Notes to Consolidated Financial Statements
June 30, 2009
Note 1
Basis of presentation
The accompanying 2009 and 2008 unaudited interim financial statements included herein have been prepared by the Company, without audit, pursuant to the rules and regulations of the Securities and Exchange Commission (the SEC). Certain information and footnote disclosures normally included in financial statements prepared in accordance with accounting principles generally accepted in the United States of America have been condensed or omitted pursuant to such rules and regulations. However, the Company believes that the disclosures are adequate to prevent the information presented from being misleading. These financial statements should be read in conjunction with the financial statements and the notes thereto included in the Companys Form 10-K, which contains financial information for the years ended December 31, 2009 and 2008.
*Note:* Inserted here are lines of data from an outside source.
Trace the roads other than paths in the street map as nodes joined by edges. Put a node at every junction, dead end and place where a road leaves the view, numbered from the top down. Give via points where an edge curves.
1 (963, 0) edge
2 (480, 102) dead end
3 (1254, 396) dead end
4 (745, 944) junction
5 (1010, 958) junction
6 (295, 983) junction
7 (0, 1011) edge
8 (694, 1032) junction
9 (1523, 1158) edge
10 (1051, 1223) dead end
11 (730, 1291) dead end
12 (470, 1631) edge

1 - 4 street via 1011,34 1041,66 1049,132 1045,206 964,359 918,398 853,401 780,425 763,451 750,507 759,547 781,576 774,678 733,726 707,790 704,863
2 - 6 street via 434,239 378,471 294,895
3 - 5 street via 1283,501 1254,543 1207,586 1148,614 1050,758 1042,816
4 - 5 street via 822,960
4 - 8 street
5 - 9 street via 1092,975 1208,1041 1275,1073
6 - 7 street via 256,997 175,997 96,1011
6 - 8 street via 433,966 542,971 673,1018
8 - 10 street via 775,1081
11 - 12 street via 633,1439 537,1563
The information provided in these financial statements reflects all adjustments (consisting solely of normal recurring accruals) that are, in the opinion of management, necessary to present fairly the results of operations for this period. The results for this period are not necessarily indicative of the results to be expected for the full year.
Activeworlds Corp. (the Company) became inactive in July 2002 when the Company entered into an agreement to sell all of the issued and outstanding stock of its operating subsidiary, Activeworlds, Inc. The agreement closed in September 2002 and the Companys former management purchased Activeworlds, Inc. in exchange for their selling 2,595,445 shares or approximately 30% of the Companys common stock to the Company.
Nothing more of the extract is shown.